We allocate `tmpR` through `makeEmpty()` in Line[7]. If we don't do anything about it
inside the function, then the memory will be lost because we have no way to reference this
chunk of memory outside the function. Local variable `tmpR` is the only reference to the
memory allocated on the heap. However, once the function is done, the local variable is destroyed
from the stack, and thus, we lose our only reference to the memory chunk. So, we need to free it
before we exit the function (Line[49]).

- Be careful with a function call inside a function call.

This type of leak is much more subtle than the first one. Originally instead of

```
integerList tmp = R;
R = add(R, tmpR);
deleteAll(tmp);
```

I only have `R = add(R, tmpR)`. This cause the leak because of the following reasoning:
Originally, we have `R` points to a list of nodes. When we do `add(R,tmpR)`, we create
a new list of nodes, which hold our addition result. Then we let `R` points towards this newly-created
list. This makes us lose the list of nodes originally pointed by `R`. That's why we introduce `tmp`.

## makeEmpty ?

Originally, I don't have this `makeEmpty` function:

```
integerList
makeEmpty()
{
integerList R = malloc(sizeof(struct Node));
R->NextDigit = NULL; // super important step
return R;
}
```

If you take a look at this function, it seems to be a wrapper around `malloc` operation, which
seems redundant (we could directly call `malloc` directly in the place that `makeEmpty` appears).
However, the key for this routine is `R->NextDigit = NULL;`. This step can be easily omitted. However,
without this step, we don't have fully control on what our newly-allocated empty list (i.e. a list with only
header node) will look like. In other words, our header node will point to somewhere (i.e. `R->NextDigit`) randomly without
our key step. This can cause serious trouble for the following routine debug. For example, we could have `R->NextDigit`
holds some address value that happens to have a node structure there with a value in it. For instance, `dummy->1`.
This can usually happen when you OS try to reuse the memory chunk you previously freed.

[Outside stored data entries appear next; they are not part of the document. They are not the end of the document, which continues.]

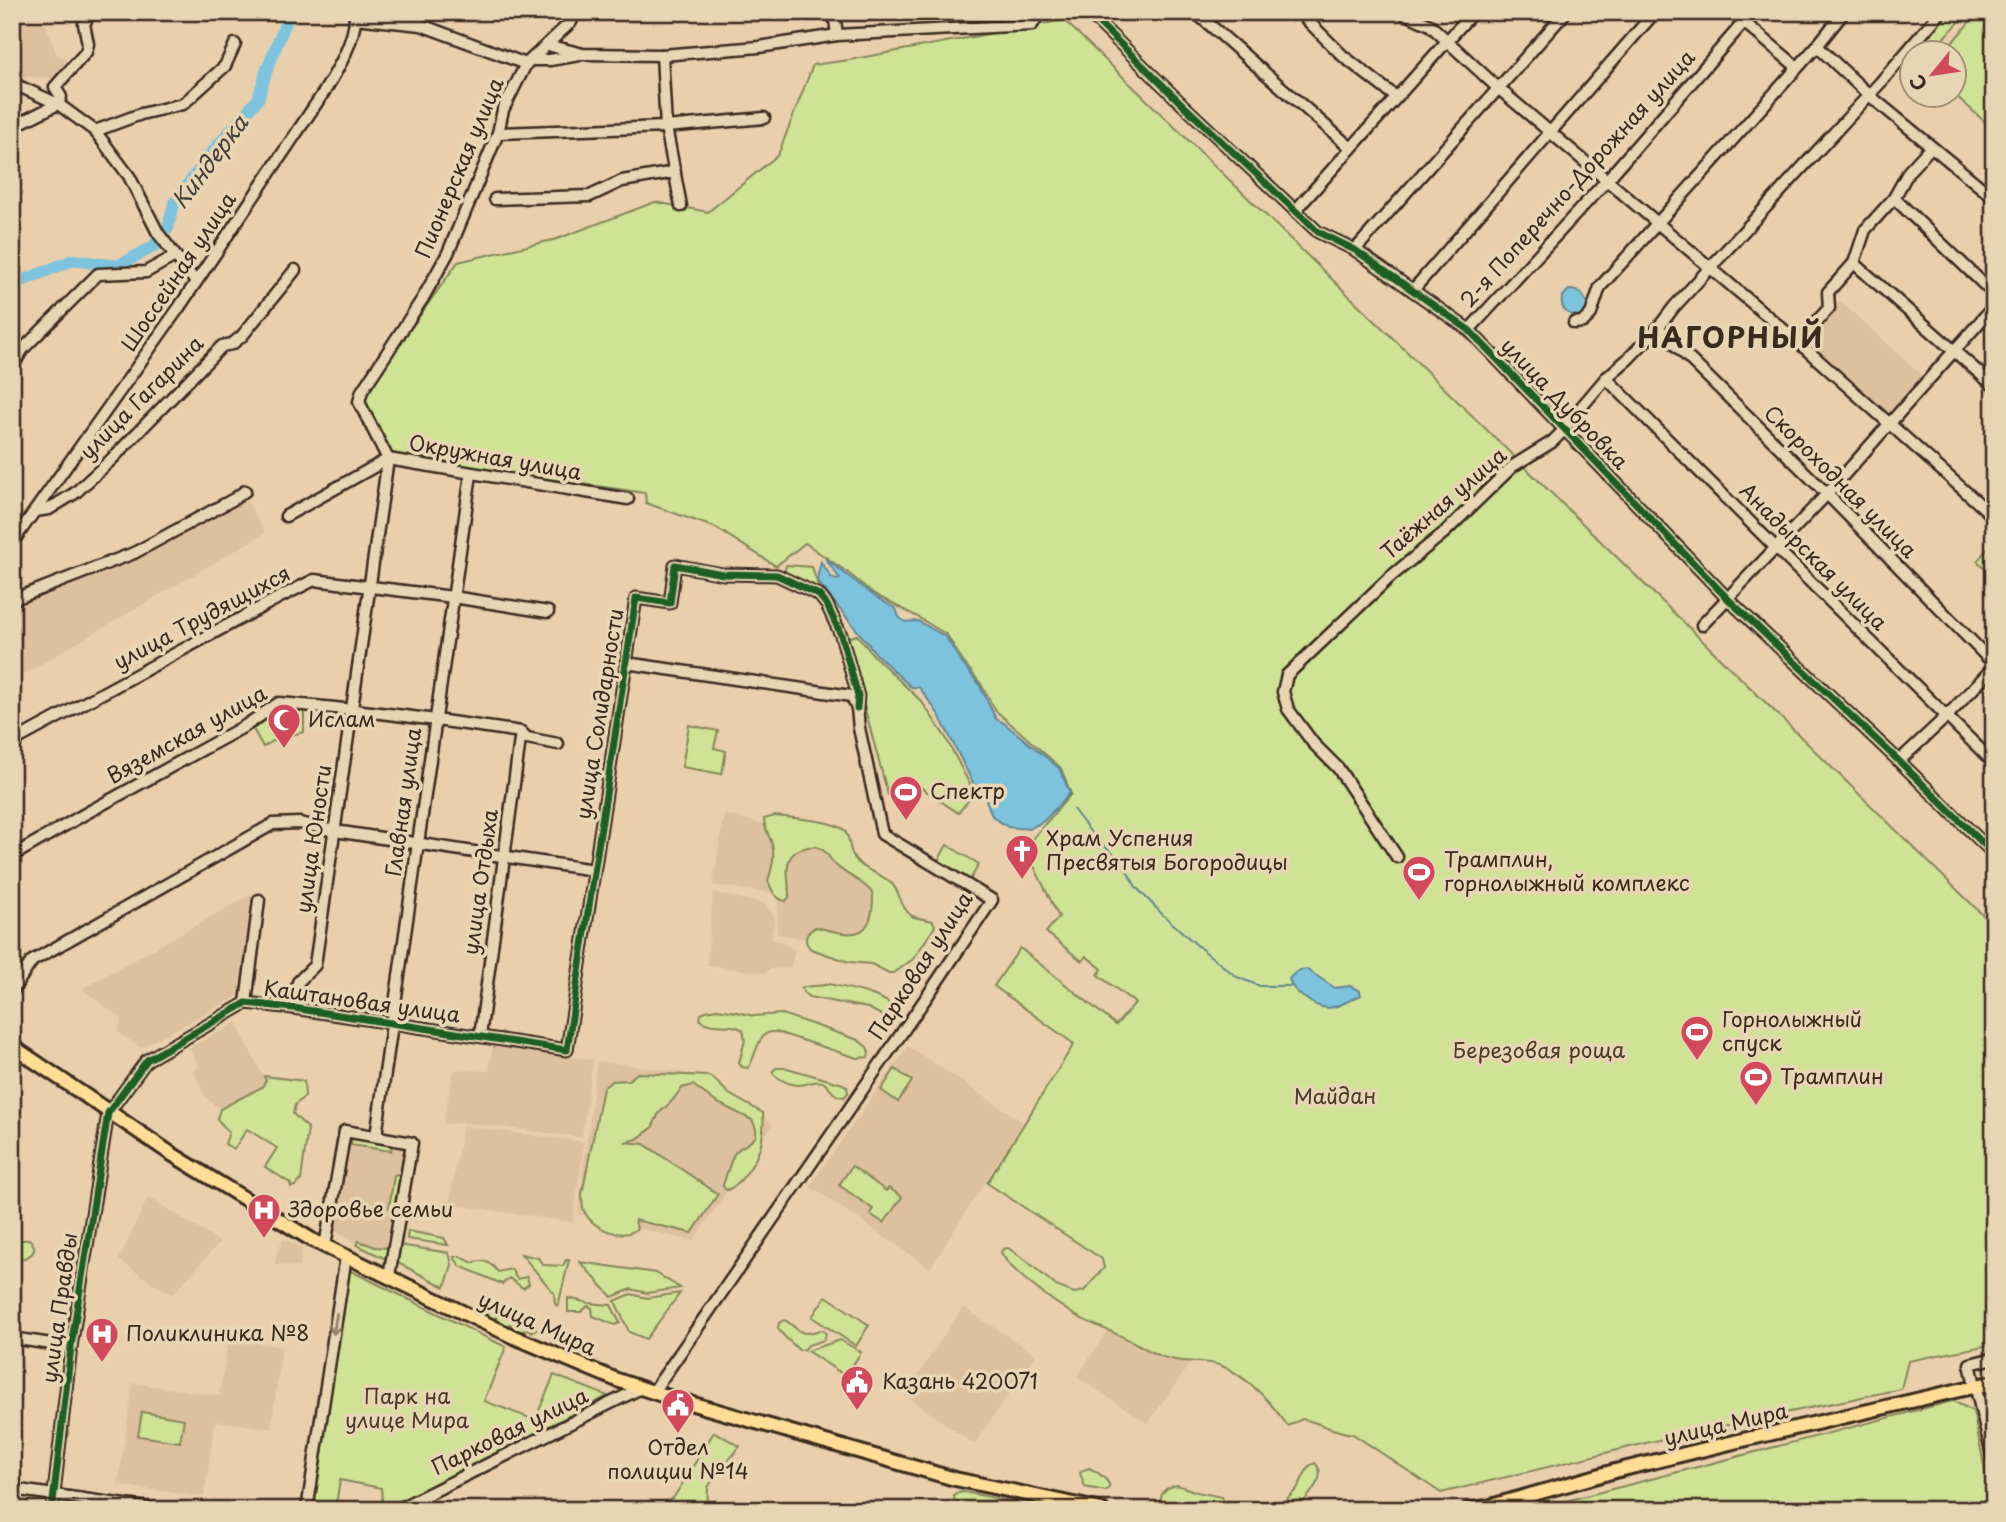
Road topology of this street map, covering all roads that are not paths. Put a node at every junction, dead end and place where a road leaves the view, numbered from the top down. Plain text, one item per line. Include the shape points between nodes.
1 (95, 12) edge
2 (576, 12) edge
3 (834, 12) edge
4 (1040, 12) edge
5 (1082, 12) edge
6 (1195, 12) edge
7 (1299, 12) edge
8 (1401, 12) edge
9 (1473, 12) edge
10 (1566, 12) edge
11 (1655, 12) edge
12 (1732, 12) edge
13 (1844, 12) edge
14 (1941, 12) edge
15 (355, 15) edge
16 (1744, 23) junction
17 (837, 35) junction
18 (1447, 42) junction
19 (235, 44) dead end
20 (547, 45) junction
21 (1817, 46) junction
22 (583, 54) junction
23 (662, 55) junction
24 (529, 62) junction
25 (1797, 67) junction
26 (12, 83) edge
27 (1498, 88) junction
28 (1869, 94) junction
29 (1396, 97) junction
30 (58, 104) junction
31 (764, 118) dead end
32 (12, 127) edge
33 (666, 127) junction
34 (95, 131) junction
35 (1550, 131) junction
36 (498, 133) junction
37 (1931, 147) junction
38 (1351, 148) junction
39 (675, 172) junction
40 (1606, 180) junction
41 (1894, 198) junction
42 (1994, 198) edge
43 (495, 199) dead end
44 (681, 206) dead end
45 (1295, 211) junction
46 (1658, 224) junction
47 (1355, 250) junction
48 (175, 256) junction
49 (1854, 262) junction
50 (1710, 268) junction
51 (295, 270) dead end
52 (195, 281) junction
53 (1413, 290) junction
54 (1994, 294) edge
55 (1994, 306) edge
56 (1574, 323) dead end
57 (1658, 328) junction
58 (1469, 330) junction
59 (1798, 342) junction
60 (1955, 352) junction
61 (12, 367) edge
62 (1606, 378) junction
63 (1994, 386) edge
64 (1888, 424) junction
65 (1565, 429) junction
66 (388, 459) junction
67 (471, 474) junction
68 (245, 491) dead end
69 (48, 493) junction
70 (1826, 494) junction
71 (628, 499) dead end
72 (64, 501) junction
73 (35, 511) junction
74 (286, 516) dead end
75 (1994, 517) edge
76 (12, 543) edge
77 (1775, 547) junction
78 (370, 587) junction
79 (453, 597) junction
80 (1727, 598) junction
81 (12, 600) edge
82 (548, 612) dead end
83 (1702, 625) dead end
84 (626, 663) junction
85 (1994, 666) edge
86 (857, 708) junction
87 (353, 709) junction
88 (1946, 717) junction
89 (435, 719) junction
90 (521, 732) junction
91 (12, 742) edge
92 (558, 744) dead end
93 (1899, 761) junction
94 (1994, 762) edge
95 (335, 831) junction
96 (417, 842) junction
97 (1994, 854) edge
98 (12, 856) edge
99 (504, 857) junction
100 (1397, 857) dead end
101 (594, 870) junction
102 (259, 900) dead end
103 (12, 991) edge
104 (247, 1003) junction
105 (293, 1008) junction
106 (393, 1024) junction
107 (480, 1036) junction
108 (12, 1045) edge
109 (567, 1050) joint
110 (108, 1113) junction
111 (376, 1136) junction
112 (325, 1246) junction
113 (346, 1256) junction
114 (389, 1276) junction
115 (12, 1338) edge
116 (71, 1347) junction
117 (1994, 1357) edge
118 (1994, 1382) edge
119 (1976, 1387) junction
120 (647, 1390) junction
121 (1994, 1463) edge
122 (12, 1489) edge
123 (54, 1494) junction
124 (52, 1510) edge
125 (161, 1510) edge
126 (307, 1510) edge
127 (396, 1510) edge
128 (1102, 1510) edge
129 (1468, 1510) edge

1 - 30 street via 84,24 86,51 55,87 61,97
2 - 20 street, Пионерская улица
3 - 17 street
4 - 17 street via 1032,24
5 - 45 street, улица Дубровка via 1104,27
6 - 38 street
7 - 29 street via 1343,56
8 - 18 street via 1430,25
9 - 18 street
10 - 27 street
11 - 35 street
12 - 16 street
13 - 21 street
14 - 28 street, Таёжная улица
15 - 24 street via 421,24
15 - 52 street, Шоссейная улица via 348,45 330,82
16 - 25 street
16 - 40 street, 2-я Поперечно-Дорожная улица
17 - 23 street
18 - 27 street
18 - 29 street
19 - 34 street via 225,66 183,104
20 - 22 street
20 - 24 street, Пионерская улица
21 - 25 street
21 - 28 street
22 - 23 street
22 - 24 street
23 - 33 street
24 - 36 street, Пионерская улица via 503,110
25 - 46 street
26 - 30 street
27 - 35 street
27 - 47 street
28 - 37 street
28 - 50 street, Таёжная улица
29 - 38 street
30 - 32 street
30 - 34 street
31 - 33 street
33 - 36 street
33 - 39 street
34 - 48 street via 129,176
35 - 40 street
35 - 53 street
36 - 66 street, Пионерская улица via 448,253 362,391 359,402
37 - 41 street via 1909,171
37 - 42 street
38 - 45 street
39 - 43 street via 622,181 590,197
39 - 44 street
40 - 46 street
40 - 58 street, 2-я Поперечно-Дорожная улица
41 - 49 street via 1865,230
41 - 54 street
45 - 47 street, улица Дубровка via 1318,232
46 - 50 street
46 - 56 street via 1600,287 1591,314
47 - 53 street, улица Дубровка
48 - 52 street
48 - 61 street via 146,272 98,274 23,349
49 - 59 street via 1828,292 1829,308
49 - 60 street
50 - 57 street, Таёжная улица
50 - 59 street
51 - 72 street, улица Гагарина via 242,336 222,345 111,460
52 - 69 street, Шоссейная улица
53 - 58 street, улица Дубровка
55 - 60 street
57 - 62 street, Таёжная улица
57 - 70 street, Скороходная улица
58 - 65 street, улица Дубровка
59 - 64 street
60 - 63 street
60 - 64 street
62 - 65 street, Таёжная улица
62 - 77 street, Анадырская улица
64 - 70 street
64 - 75 street
65 - 80 street, улица Дубровка
65 - 100 street, Таёжная улица via 1513,466 1287,675 1283,692 1288,709 1338,768
66 - 67 street, Окружная улица
66 - 74 street, Окружная улица
66 - 78 street, улица Юности
67 - 71 street, Окружная улица
67 - 79 street, Главная улица
68 - 81 street via 134,552
69 - 72 street
69 - 73 street, Шоссейная улица
70 - 77 street
70 - 85 street, Скороходная улица
72 - 73 street, улица Гагарина
73 - 76 street, Шоссейная улица
77 - 80 street
77 - 88 street, Анадырская улица
78 - 79 street, улица Трудящихся
78 - 87 street, улица Юности
78 - 91 street, улица Трудящихся via 314,580
79 - 82 street, улица Трудящихся
79 - 89 street, Главная улица
80 - 83 street
80 - 93 street, улица Дубровка
84 - 86 street via 847,694
84 - 86 street, улица Солидарности via 636,598 670,603 675,565 723,574 777,575 819,595 827,605 841,635 858,696
84 - 101 street, улица Солидарности
85 - 88 street
86 - 120 street, Парковая улица via 882,834 992,900
87 - 89 street, Вяземская улица
87 - 95 street, улица Юности
87 - 98 street, Вяземская улица via 279,703 246,726
88 - 93 street
88 - 94 street, Анадырская улица
89 - 90 street, Вяземская улица
89 - 96 street, Главная улица
90 - 92 street, Вяземская улица via 527,738
90 - 99 street, улица Отдыха
93 - 97 street, улица Дубровка
95 - 96 street
95 - 103 street via 300,823 273,824 32,961
95 - 105 street, улица Юности via 315,965 298,982
96 - 99 street
96 - 106 street, Главная улица
99 - 101 street
99 - 107 street, улица Отдыха
101 - 109 street, улица Солидарности
102 - 104 street
104 - 105 street, Каштановая улица
104 - 110 street, Каштановая улица via 147,1060
105 - 106 street, Каштановая улица
106 - 107 street, Каштановая улица
106 - 111 street, Главная улица
107 - 109 street, Каштановая улица
108 - 110 main road, улица Мира
110 - 112 main road, улица Мира
110 - 116 street, улица Правды
111 - 112 street via 345,1131
111 - 114 street via 412,1143
112 - 113 main road, улица Мира
113 - 114 main road, улица Мира
113 -> 126 street
114 - 120 main road, улица Мира via 514,1337
115 - 116 street
116 - 123 street, улица Правды
117 - 119 street via 1970,1364
118 - 119 main road, улица Мира
119 - 121 street
119 - 129 main road, улица Мира
120 - 127 street, Парковая улица
120 - 128 main road, улица Мира via 955,1479
122 - 123 street
123 - 124 street, улица Правды
123 - 125 street

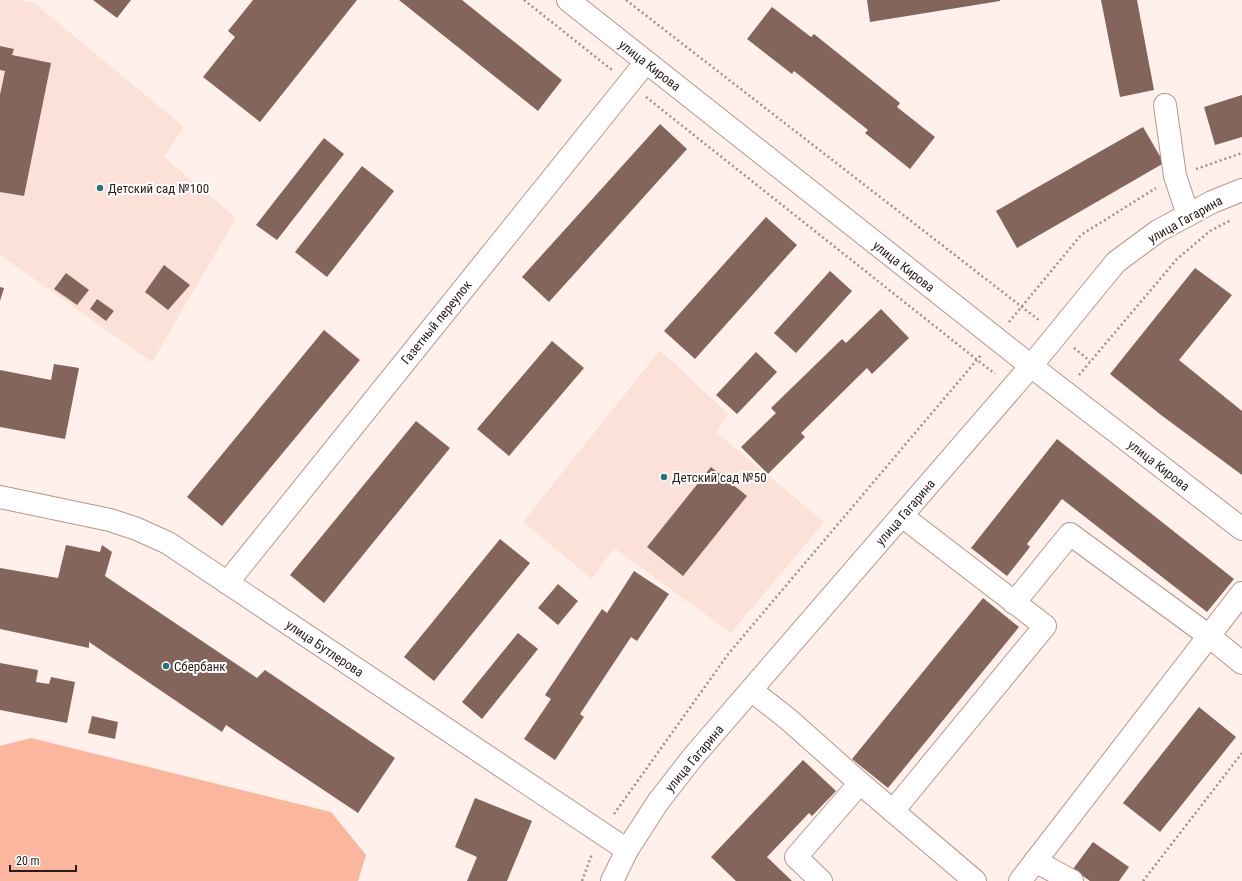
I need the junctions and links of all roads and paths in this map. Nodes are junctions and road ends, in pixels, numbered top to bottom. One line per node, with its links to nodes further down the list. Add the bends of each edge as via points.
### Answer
1 (524, 0): 5 (path)
2 (568, 0): 4 (street, улица Кирова)
3 (626, 0): 12 (path)
4 (646, 62): 5 (street, Газетный переулок); 14 (street, улица Кирова)
5 (629, 83): 15 (path); 21 (street, Газетный переулок)
6 (1165, 105): 8 (street)
7 (1242, 153): 8 (path)
8 (1176, 176): 10 (street); 12 (path, via 1081,235)
9 (1242, 190): 10 (street, улица Гагарина)
10 (1188, 215): 13 (street, улица Гагарина, via 1158,231 1116,262)
11 (1236, 218): 13 (path, via 1210,231 1177,258 1090,360)
12 (1021, 307): 13 (path); 14 (path)
13 (1057, 335): 16 (street, улица Гагарина)
14 (995, 338): 15 (path); 16 (street, улица Кирова)
15 (977, 360): 17 (path); 30 (path, via 728,653)
16 (1031, 366): 17 (street, улица Гагарина); 20 (street, улица Кирова)
17 (1012, 388): 19 (street, улица Гагарина)
18 (0, 497): 21 (street, улица Бутлерова, via 110,520 137,529 168,543)
19 (902, 516): 23 (street); 26 (street, улица Гагарина)
20 (1242, 529)
21 (227, 583): 30 (street, улица Бутлерова)
22 (1242, 593): 24 (street)
23 (1014, 603): 24 (street, via 1070,534); 29 (street, via 1045,626)
24 (1209, 636): 25 (street); 32 (street)
25 (1242, 663)
26 (751, 690): 28 (street); 31 (street, улица Гагарина, via 658,802)
27 (1242, 754): 39 (path)
28 (860, 783): 29 (street); 35 (street, via 796,857)
29 (893, 811): 36 (street)
30 (601, 833): 31 (street, улица Бутлерова); 33 (path)
31 (627, 850): 34 (street, улица Гагарина)
32 (1035, 861): 37 (street); 38 (street)
33 (582, 881)
34 (612, 881)
35 (822, 881)
36 (975, 881)
37 (1020, 881)
38 (1072, 881)
39 (1143, 881)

For example, try the following experiment:

- replace
`makeEmpty`on Line[7] & line[10] in`multiply`function `multiply`works fine with`test_multiply()`solely in the test program.`multiply`won't work if we do`test_intializeInteger()`and`test_add()`before`test_multiply()`because the integer we construct will no longer be`342`in the test case but something like`3425`, where`5`is some value pointed by`R->NextDigit`.

So, always clear out the pointer by setting it to `NULL` whenever we do initialization.